Effects of PMA on 5-HEDH activity in U937 cells

As PMA induced the greatest increase in 5-oxo-ETE synthesis, we examined the time course for this response. A significant effect on 5-oxo-ETE synthesis was observed by 2 days, when its rate of production was double that of control vehicle-treated cells (P<0.05) (Figure 1B).
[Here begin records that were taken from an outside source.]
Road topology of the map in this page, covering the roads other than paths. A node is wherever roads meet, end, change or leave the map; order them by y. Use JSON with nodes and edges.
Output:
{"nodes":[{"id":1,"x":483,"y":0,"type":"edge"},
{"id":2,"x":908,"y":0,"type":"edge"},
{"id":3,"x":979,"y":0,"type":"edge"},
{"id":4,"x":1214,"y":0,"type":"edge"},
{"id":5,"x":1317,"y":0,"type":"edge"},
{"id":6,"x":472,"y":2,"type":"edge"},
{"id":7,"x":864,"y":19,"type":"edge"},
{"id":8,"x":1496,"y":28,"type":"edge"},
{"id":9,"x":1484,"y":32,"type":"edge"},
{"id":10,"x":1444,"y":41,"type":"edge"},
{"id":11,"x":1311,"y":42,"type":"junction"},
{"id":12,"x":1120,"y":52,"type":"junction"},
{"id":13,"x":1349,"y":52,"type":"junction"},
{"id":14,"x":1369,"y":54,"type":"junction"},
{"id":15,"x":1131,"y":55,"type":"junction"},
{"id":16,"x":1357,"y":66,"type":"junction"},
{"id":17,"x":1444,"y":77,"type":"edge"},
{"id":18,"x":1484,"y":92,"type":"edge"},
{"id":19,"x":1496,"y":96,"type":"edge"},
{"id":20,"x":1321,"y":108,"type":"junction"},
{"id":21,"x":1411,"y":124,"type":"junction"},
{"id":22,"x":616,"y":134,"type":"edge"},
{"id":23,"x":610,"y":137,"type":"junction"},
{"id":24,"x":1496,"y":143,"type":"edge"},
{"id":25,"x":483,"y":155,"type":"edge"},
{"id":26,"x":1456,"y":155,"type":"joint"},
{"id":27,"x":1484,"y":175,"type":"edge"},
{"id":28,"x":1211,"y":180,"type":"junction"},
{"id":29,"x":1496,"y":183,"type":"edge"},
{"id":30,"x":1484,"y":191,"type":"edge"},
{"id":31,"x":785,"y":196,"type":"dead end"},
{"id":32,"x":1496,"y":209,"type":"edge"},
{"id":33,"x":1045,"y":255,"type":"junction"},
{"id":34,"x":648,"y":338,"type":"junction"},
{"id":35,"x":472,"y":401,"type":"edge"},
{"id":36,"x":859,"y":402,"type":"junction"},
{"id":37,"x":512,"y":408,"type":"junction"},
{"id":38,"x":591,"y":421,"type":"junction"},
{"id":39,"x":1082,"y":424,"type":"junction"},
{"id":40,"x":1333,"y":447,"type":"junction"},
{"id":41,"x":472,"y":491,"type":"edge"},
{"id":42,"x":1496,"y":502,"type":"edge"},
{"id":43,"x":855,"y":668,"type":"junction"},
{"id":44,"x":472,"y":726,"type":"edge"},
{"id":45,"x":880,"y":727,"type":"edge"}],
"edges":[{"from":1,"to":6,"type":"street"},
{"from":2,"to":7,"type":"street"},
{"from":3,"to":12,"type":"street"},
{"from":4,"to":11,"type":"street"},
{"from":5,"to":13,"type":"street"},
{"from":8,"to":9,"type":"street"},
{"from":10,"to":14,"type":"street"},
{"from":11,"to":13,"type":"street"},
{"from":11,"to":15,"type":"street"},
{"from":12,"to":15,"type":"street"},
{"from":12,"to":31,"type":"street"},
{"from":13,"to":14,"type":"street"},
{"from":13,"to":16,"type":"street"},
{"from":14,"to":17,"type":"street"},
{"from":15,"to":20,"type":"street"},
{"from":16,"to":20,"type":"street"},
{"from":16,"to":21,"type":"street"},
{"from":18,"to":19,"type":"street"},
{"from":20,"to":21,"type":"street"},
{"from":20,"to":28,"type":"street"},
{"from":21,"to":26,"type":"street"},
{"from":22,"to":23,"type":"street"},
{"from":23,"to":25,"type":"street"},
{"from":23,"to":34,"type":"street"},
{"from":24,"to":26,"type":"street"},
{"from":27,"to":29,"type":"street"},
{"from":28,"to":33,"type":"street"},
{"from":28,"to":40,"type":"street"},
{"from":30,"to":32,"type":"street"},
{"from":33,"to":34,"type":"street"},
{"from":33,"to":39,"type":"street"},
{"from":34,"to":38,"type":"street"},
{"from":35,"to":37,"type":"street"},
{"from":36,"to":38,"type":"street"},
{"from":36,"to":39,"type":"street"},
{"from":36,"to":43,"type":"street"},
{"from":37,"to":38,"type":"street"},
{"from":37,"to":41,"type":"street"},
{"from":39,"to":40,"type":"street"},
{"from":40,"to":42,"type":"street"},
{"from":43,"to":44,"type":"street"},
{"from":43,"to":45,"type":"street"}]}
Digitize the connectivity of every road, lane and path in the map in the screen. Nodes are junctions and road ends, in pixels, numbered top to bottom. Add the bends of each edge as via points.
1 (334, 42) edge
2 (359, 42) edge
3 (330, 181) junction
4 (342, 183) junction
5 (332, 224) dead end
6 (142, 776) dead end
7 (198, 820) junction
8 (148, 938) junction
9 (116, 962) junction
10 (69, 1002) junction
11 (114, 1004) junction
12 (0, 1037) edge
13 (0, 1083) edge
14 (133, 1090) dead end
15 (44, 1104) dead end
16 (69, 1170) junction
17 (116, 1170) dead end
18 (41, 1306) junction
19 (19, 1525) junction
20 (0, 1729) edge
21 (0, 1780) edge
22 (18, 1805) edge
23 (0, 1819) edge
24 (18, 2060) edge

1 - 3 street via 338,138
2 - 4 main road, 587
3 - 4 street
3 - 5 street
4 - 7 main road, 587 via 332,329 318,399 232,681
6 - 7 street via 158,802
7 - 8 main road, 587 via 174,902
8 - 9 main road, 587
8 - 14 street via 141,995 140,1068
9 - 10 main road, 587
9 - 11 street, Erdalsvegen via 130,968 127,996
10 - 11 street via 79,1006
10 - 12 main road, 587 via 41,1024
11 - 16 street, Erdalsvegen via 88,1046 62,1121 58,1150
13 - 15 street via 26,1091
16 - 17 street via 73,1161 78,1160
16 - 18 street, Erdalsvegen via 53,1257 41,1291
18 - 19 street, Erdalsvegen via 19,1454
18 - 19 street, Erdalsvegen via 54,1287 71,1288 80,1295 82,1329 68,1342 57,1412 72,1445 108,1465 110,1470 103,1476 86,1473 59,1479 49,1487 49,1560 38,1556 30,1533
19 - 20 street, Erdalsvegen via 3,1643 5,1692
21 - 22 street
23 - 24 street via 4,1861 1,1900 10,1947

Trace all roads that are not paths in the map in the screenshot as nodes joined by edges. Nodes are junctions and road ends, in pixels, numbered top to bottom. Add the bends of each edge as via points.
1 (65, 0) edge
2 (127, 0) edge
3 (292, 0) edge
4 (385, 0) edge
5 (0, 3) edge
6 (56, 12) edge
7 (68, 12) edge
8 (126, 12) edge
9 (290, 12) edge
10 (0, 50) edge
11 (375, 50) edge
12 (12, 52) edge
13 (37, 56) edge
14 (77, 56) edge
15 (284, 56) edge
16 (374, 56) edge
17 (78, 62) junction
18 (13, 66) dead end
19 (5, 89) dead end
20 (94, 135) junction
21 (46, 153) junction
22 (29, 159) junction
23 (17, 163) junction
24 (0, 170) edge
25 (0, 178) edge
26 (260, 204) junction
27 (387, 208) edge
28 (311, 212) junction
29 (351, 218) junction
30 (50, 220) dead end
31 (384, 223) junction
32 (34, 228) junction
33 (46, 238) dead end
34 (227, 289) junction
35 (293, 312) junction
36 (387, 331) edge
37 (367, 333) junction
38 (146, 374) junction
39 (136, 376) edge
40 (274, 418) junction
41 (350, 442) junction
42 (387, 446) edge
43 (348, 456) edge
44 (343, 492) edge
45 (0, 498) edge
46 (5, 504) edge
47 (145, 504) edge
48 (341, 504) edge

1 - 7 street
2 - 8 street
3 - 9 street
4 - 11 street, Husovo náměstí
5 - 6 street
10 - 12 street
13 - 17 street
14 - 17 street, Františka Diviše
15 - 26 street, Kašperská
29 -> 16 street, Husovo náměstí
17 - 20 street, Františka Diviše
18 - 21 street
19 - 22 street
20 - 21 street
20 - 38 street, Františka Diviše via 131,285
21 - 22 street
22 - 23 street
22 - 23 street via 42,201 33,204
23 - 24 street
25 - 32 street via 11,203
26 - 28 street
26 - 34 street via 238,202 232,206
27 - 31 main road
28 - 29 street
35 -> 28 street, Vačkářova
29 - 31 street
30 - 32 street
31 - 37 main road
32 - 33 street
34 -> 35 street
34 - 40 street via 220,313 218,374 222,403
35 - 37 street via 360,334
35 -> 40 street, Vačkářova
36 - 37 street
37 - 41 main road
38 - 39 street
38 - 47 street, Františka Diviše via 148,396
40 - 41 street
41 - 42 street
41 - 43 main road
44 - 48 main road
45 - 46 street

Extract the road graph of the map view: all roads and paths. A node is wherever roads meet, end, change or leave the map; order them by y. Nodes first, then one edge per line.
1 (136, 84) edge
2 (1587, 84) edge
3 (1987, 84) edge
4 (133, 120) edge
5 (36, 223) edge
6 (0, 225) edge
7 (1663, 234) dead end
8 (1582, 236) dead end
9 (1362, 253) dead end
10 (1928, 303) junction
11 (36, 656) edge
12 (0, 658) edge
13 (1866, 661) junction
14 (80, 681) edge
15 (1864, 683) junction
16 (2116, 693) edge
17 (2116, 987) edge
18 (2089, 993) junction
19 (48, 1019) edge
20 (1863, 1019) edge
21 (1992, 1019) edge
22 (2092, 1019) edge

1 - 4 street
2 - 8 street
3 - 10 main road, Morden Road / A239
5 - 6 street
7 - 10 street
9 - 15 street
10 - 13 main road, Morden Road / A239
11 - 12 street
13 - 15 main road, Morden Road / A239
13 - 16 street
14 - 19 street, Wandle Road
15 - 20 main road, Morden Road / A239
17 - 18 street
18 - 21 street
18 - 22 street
The response to PMA reached a plateau between 3 and 4 days, when 5-oxo-ETE was synthesized at approx. 3 times the rate of cells treated with vehicle, which had no effect on 5-oxo-ETE synthesis.

To confirm that measurement of PMS-stimulated 5-oxo-ETE synthesis by intact cells is a good reflection of total 5-HEDH activity, we also assessed microsomal 5-HEDH activity. Microsomes (50 μg of protein/ml) from cells that had been treated for 4 days with either PMA or vehicle were incubated with different concentrations of 5-HETE in the presence of 100 μM NADP+ and the amounts of 5-oxo-ETE determined by RP-HPLC. Lineweaver–Burk analysis was used to determine Km and Vmax values (Figure 1C). PMA treatment resulted in an over 3-fold increase in the Vmax (P<0.001), but did not affect the Km (Table 1). The Km and Vmax values for undifferentiated U937 cells were not significantly different from those for neutrophils (Table 1).

Table 1
Lineweaver–Burk analysis of 5-HEDH activity in microsomal fractions from neutrophils and U937 cells

Induction of 5-HEDH activity in HL-60 cells by dh-VitD3

The effects of the above differentiating agents on 5-oxo-ETE synthesis by HL-60 cells was also investigated (Figure 2A). Vehicle alone (0.1% DMSO) did not affect 5-oxo-ETE synthesis, which was similar to that observed for untreated U937 cells, monocytes and neutrophils. Of the agents tested, only dh-VitD3 significantly increased 5-oxo-ETE synthesis, which was over 2-fold higher than in vehicle-treated cells [715±226 compared with 345±50 pmol in 5-oxo-ETE/106 cells (P<0.001)]. PMA induced only a modest change, which was not statistically significant, whereas RA and DMSO had no effect. In contrast with U937 cells, PMA did not induce adherence of HL-60 cells, but did result in the death of 20–50% of the cells by 4 days.

Figure 2
Effects of various agents on 5-oxo-ETE synthesis by HL-60 cells

It has been reported that maximal neutrophilic differentiation of HL-60 cells with DMSO occurs after extended culture for up to 7 days [25,26]. In our hands, 1.3% (v/v) DMSO induced considerable loss of viability when cells were cultured in 10% (v/v) FBS. Over 40% were dead by day 4, as determined by their ability to exclude Trypan Blue. To investigate the potential effect of DMSO over longer periods, we grew HL-60 cells in 20% (v/v) FBS in the presence or absence of 1.3% (v/v) DMSO for up to 6 days [25,26]. At this time, control cells and DMSO-treated cells produced similar amounts of 5-oxo-ETE (363±55 and 321±25 nmol/106 cells respectively; n=3; not significant).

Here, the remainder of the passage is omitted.